As much as I joke about what I endured as a middle child, growing up the middle of three was pretty great. I learned so much from my younger and older siblings. As I got older, I always imagined I would also have three kids of my own. It seemed like a good number. A number that would complete our family. So I was elated, and a little nervous when I discovered this year that I would finally be a mother of three. I was now facing my 39th year on this earth, so unlike the other two pregnancies, we decided to wait to tell anyone because that’s what people do, though it never made too much sense to me. 

We even waited to tell our families. It was so hard not to tell the kids or to share the news with our parents. I wanted everyone to share in the joy and the journey. I wanted to rub my belly in public and stop hiding my growing tummy. I wanted everyone else to wonder about the baby, who she would be, and who she would look like. But we waited until we knew the baby was healthy and strong. Then we started to tell people.

two young brothers standing and smiling
Jolene’s sons Lourson (right) and Jax wearing their “big brother” T-shirts

This picture to the right is from the day we told the boys, gifting them with shirts to celebrate the new baby. It was to be the picture I would eventually share in the obligatory Facebook announcement. I looked at this picture and wondered how being a big brother would be different or the same for my son Lourson this time. I laughed at how my other son Jax would come to accept being a middle child as he navigated the same challenges I did growing up sandwiched between the firstborn and the baby. I wondered about the first picture I would take with all three of my children and if everyone would be smiling as brightly as they were in this picture.

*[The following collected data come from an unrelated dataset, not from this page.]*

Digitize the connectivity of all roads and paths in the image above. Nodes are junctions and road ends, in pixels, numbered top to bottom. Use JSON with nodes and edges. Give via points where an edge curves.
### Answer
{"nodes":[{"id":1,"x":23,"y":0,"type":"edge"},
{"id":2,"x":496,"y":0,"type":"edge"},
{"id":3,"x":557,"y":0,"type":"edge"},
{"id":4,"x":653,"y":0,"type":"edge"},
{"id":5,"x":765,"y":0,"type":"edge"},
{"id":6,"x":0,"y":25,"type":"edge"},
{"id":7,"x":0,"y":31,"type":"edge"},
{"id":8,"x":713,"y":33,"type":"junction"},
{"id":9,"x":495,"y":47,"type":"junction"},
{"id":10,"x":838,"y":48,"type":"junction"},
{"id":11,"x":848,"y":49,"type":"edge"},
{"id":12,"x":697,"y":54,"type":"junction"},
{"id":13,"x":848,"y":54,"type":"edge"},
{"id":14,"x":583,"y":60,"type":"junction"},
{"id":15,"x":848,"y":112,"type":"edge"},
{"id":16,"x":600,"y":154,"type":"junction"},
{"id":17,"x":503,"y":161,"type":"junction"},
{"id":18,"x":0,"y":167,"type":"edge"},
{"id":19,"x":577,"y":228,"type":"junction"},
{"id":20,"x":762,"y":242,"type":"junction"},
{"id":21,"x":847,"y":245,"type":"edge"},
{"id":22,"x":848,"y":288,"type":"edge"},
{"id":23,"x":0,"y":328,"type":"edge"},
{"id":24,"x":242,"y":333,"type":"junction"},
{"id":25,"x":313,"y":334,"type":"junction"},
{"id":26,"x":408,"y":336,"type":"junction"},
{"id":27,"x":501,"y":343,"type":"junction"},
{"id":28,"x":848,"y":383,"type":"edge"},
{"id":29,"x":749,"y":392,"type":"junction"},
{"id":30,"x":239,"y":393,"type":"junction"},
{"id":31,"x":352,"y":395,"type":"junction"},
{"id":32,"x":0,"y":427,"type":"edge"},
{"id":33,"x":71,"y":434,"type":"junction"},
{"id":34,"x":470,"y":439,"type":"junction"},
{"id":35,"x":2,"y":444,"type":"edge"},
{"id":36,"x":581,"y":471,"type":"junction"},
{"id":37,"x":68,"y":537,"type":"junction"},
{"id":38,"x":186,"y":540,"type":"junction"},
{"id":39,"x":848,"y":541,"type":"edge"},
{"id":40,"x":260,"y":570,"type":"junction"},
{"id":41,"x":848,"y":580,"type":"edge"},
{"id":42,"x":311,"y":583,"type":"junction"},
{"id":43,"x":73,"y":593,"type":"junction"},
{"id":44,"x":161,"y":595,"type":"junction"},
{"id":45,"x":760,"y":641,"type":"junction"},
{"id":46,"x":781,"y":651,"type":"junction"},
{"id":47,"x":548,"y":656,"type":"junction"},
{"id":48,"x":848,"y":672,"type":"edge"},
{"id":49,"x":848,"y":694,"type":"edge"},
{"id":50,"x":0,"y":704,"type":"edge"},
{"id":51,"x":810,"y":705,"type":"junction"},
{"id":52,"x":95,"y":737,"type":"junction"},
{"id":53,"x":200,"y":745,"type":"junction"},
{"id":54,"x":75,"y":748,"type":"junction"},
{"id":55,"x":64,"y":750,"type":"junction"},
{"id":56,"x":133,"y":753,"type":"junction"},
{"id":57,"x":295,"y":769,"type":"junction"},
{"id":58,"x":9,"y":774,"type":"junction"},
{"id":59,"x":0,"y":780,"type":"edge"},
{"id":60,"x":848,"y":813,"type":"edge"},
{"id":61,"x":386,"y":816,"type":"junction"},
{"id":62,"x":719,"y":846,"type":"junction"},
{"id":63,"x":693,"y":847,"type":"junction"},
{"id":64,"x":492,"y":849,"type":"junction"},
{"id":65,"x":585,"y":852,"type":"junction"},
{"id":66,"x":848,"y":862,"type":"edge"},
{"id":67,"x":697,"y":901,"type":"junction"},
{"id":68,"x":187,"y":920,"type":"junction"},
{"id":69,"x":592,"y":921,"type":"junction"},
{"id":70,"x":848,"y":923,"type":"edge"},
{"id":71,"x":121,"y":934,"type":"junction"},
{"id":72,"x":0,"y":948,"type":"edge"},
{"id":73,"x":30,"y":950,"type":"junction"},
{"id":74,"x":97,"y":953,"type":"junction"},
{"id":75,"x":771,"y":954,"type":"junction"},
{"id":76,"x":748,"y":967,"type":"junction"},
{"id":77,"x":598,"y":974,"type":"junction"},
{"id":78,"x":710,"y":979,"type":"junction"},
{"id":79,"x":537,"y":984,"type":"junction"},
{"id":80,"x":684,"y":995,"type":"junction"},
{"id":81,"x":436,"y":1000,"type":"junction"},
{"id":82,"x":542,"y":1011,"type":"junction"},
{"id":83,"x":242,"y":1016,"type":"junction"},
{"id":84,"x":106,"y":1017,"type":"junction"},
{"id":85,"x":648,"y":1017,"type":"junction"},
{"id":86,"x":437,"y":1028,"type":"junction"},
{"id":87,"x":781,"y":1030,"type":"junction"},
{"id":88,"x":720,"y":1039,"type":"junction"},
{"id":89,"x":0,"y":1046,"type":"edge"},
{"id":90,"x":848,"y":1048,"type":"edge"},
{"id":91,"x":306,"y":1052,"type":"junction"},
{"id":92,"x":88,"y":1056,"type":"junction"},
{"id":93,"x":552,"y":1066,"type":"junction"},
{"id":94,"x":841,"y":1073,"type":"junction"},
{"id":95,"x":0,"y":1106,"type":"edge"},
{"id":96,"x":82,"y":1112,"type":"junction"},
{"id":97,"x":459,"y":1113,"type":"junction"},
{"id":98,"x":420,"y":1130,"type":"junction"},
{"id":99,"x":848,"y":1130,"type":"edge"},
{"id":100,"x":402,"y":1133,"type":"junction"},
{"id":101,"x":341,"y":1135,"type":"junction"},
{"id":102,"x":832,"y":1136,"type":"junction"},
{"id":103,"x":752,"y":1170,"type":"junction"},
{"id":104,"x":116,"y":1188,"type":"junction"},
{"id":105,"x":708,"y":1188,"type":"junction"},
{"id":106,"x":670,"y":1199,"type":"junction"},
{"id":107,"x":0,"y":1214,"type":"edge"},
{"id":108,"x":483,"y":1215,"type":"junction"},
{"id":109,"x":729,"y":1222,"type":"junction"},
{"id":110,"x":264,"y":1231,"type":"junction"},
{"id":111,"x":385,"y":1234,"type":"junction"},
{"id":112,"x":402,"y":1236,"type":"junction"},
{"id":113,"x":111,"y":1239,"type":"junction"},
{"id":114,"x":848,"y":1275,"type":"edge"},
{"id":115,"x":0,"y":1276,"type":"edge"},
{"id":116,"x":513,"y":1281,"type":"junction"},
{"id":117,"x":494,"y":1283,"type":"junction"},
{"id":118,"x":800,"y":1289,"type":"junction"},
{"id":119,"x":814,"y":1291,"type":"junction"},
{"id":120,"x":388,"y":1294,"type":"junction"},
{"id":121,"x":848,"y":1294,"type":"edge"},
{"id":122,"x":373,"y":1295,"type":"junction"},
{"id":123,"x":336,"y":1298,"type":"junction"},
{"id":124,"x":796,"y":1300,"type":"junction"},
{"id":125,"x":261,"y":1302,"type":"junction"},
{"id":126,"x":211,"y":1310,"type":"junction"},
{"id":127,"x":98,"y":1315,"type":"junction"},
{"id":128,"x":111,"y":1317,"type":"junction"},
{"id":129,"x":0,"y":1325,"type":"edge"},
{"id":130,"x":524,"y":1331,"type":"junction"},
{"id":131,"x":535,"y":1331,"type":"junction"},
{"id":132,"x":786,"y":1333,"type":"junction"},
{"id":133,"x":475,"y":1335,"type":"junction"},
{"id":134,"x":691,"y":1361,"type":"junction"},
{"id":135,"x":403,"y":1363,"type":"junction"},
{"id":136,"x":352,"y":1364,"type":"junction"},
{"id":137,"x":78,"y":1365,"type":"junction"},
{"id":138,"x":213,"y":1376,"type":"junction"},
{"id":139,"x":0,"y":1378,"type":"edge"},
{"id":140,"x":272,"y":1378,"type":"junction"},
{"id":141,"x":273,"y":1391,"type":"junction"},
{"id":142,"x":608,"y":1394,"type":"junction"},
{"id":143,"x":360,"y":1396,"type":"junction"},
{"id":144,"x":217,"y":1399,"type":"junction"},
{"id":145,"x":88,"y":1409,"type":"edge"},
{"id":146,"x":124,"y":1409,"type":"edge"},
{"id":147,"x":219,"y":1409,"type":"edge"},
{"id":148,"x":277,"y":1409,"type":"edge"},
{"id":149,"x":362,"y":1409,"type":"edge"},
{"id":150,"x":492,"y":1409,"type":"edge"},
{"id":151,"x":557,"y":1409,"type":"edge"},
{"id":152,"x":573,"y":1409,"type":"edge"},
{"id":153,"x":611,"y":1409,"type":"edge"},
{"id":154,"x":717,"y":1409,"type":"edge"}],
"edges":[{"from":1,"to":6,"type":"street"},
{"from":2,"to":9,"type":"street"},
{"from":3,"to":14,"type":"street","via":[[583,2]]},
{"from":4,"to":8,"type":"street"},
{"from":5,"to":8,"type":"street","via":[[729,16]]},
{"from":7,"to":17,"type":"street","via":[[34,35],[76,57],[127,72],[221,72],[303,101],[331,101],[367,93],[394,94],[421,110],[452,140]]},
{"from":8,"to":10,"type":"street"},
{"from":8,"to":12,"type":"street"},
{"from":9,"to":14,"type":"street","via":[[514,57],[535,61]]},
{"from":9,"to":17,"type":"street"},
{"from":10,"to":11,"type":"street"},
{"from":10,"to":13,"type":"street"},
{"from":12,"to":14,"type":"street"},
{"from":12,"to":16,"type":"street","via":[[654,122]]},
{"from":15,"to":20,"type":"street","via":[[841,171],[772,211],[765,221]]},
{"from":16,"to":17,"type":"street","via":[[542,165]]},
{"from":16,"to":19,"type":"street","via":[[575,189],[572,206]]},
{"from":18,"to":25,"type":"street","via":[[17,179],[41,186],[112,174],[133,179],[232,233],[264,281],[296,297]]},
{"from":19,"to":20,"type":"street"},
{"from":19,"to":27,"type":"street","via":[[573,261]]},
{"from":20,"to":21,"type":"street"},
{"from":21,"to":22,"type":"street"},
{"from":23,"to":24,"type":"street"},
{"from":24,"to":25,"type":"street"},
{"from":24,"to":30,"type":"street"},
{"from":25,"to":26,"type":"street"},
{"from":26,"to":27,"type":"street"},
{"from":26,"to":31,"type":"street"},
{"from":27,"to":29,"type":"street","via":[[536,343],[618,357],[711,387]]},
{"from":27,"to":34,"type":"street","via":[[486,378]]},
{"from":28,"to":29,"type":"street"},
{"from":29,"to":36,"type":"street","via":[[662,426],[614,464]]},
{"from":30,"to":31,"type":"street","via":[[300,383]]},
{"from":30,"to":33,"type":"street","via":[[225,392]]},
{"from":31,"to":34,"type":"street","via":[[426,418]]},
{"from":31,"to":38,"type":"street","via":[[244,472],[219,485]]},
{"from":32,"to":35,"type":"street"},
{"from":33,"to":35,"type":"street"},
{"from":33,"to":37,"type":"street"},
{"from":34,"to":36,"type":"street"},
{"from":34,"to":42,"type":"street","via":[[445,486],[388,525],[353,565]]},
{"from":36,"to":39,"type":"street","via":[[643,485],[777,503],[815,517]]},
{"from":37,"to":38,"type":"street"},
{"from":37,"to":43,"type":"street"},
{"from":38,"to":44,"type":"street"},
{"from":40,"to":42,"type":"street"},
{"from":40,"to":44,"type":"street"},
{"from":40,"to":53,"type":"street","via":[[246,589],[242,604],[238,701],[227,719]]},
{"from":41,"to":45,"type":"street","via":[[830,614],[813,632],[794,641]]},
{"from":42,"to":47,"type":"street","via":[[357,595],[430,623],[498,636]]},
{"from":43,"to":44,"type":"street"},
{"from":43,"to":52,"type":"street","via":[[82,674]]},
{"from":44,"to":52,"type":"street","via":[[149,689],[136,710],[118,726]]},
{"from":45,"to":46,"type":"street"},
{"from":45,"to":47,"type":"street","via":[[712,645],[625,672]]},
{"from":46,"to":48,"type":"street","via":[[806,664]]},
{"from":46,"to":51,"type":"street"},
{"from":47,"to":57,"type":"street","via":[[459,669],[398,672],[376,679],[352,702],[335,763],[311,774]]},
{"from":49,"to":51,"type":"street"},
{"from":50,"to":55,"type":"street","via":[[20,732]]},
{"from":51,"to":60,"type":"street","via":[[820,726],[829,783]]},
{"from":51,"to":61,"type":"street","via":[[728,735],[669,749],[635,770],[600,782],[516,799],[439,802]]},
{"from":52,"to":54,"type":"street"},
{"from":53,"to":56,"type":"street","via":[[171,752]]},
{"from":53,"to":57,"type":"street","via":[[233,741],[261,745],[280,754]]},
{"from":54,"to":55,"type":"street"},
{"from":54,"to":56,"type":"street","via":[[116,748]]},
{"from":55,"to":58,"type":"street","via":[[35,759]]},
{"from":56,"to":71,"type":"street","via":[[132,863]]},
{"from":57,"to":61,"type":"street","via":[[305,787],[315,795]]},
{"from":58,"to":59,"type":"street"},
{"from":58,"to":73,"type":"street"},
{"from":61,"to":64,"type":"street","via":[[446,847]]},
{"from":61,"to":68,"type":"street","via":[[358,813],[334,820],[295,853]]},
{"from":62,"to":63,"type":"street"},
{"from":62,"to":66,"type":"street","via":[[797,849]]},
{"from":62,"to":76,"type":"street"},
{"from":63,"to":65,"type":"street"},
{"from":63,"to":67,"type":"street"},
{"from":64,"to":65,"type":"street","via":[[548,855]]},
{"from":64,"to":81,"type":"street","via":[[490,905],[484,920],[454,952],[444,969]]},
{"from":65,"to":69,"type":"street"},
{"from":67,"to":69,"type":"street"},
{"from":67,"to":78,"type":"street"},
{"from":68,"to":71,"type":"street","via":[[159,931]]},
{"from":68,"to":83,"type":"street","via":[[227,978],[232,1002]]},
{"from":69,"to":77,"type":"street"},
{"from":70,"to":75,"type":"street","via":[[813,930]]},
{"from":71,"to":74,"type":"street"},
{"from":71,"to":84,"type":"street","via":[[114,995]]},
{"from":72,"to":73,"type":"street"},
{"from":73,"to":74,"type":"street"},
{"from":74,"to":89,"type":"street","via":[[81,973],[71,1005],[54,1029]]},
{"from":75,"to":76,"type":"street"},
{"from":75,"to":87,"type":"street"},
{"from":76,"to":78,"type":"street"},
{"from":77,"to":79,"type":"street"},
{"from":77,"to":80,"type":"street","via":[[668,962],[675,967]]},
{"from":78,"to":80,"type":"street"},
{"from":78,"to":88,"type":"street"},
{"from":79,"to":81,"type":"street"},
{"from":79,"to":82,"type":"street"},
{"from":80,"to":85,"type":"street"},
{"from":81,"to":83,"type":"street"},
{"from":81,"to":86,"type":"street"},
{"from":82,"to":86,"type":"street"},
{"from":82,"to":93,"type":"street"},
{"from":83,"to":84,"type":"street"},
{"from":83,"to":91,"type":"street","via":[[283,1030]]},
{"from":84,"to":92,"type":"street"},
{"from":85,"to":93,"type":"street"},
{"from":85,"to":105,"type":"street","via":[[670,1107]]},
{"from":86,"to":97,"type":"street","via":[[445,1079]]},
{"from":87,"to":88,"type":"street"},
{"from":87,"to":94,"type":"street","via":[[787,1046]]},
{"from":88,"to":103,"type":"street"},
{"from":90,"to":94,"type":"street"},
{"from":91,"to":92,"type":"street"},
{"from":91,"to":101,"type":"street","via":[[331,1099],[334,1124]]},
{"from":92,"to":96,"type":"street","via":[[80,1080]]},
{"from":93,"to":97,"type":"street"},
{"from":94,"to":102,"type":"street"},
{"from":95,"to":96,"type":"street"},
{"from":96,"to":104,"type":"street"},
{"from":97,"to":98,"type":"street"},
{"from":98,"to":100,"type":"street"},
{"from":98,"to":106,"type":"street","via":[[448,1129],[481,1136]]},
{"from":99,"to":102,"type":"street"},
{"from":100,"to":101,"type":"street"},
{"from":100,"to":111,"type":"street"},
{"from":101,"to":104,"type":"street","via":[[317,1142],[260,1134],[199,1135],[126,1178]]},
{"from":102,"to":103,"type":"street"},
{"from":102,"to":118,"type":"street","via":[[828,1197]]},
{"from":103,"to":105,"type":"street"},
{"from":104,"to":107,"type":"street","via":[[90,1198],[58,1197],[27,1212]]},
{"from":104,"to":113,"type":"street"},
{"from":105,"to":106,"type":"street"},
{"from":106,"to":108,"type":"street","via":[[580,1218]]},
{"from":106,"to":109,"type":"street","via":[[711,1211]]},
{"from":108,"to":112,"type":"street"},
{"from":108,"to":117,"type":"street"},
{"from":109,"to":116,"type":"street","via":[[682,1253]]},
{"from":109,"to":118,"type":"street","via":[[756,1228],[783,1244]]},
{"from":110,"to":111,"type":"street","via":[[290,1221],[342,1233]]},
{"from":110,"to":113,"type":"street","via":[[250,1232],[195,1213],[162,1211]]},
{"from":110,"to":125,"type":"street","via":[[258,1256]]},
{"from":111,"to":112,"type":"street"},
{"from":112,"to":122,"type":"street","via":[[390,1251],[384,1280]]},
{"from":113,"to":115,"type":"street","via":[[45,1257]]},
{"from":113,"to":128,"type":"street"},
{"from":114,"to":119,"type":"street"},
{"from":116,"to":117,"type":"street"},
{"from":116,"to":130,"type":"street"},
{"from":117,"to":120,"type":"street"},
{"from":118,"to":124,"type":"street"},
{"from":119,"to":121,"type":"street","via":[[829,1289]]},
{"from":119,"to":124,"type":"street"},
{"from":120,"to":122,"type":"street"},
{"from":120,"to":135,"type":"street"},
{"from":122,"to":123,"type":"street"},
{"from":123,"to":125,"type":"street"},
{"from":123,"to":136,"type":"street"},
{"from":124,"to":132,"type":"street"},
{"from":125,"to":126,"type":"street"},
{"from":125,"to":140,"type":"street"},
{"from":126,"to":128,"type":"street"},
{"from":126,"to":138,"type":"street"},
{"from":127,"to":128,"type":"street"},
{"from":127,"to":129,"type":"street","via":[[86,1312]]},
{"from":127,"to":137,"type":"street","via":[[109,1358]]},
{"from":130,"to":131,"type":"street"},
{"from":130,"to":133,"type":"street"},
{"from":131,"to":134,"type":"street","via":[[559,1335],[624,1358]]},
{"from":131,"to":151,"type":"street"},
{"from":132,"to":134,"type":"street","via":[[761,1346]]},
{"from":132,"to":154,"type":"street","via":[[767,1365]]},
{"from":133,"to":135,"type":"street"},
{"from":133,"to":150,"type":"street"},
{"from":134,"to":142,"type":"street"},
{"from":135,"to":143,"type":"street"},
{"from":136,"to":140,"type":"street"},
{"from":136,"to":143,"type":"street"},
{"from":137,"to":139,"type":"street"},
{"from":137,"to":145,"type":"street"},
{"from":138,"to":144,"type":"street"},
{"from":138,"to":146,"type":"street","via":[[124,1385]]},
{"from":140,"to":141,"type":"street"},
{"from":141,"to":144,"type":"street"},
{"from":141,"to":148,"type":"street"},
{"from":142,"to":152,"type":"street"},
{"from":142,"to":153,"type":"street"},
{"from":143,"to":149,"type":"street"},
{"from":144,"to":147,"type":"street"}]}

It is with the heaviest of hearts, and I do mean the very heaviest, that I am now haunted by those wonders. Those wonders wake me at 3 a.m. and pin me down in bed in the morning when I would normally be getting up. They follow me around as I wander from room to room crying. They are bold and present when I am praying the day will end so I can crawl back in bed. They stare back at me when I look at the face of the man I love, the man who has been scraping me off the floor and enduring my pain, much of it very loud and sloppy. 

Loss is ugly and mean. It is the absence of something that truly belongs. Sometimes it taps you on the shoulder and scurries away, only to revisit you from time to time in some watered-down version of itself. Sometimes it holds your face, staring at you, daring you to look away first. Then sometimes it bursts into your home uninvited and screams at you, threatening to hold your hand for the rest of your life. But eventually it dulls a little.

The loss of a child is all that and more. This last week I have tried to string words together to describe that horror. I couldn’t. I couldn’t imagine how this loss would ever be manageable or dull, even a little. I talked to a friend who has experienced the loss of a child and he said to me something that you always hear, but don’t want to believe when it becomes the reality you are facing: “The pain never goes away, you just learn how to live with it.” F*ck. I imagined having to hold the hand of loss for the rest of my life. I wanted it to leave my house. I wanted to “get through it.” I wanted my mind to overcome the pain in my heart. That’s the thing about grief, though. Logic doesn’t stand a chance against grief. It can’t fill the hole left by the absence of something that truly belongs. 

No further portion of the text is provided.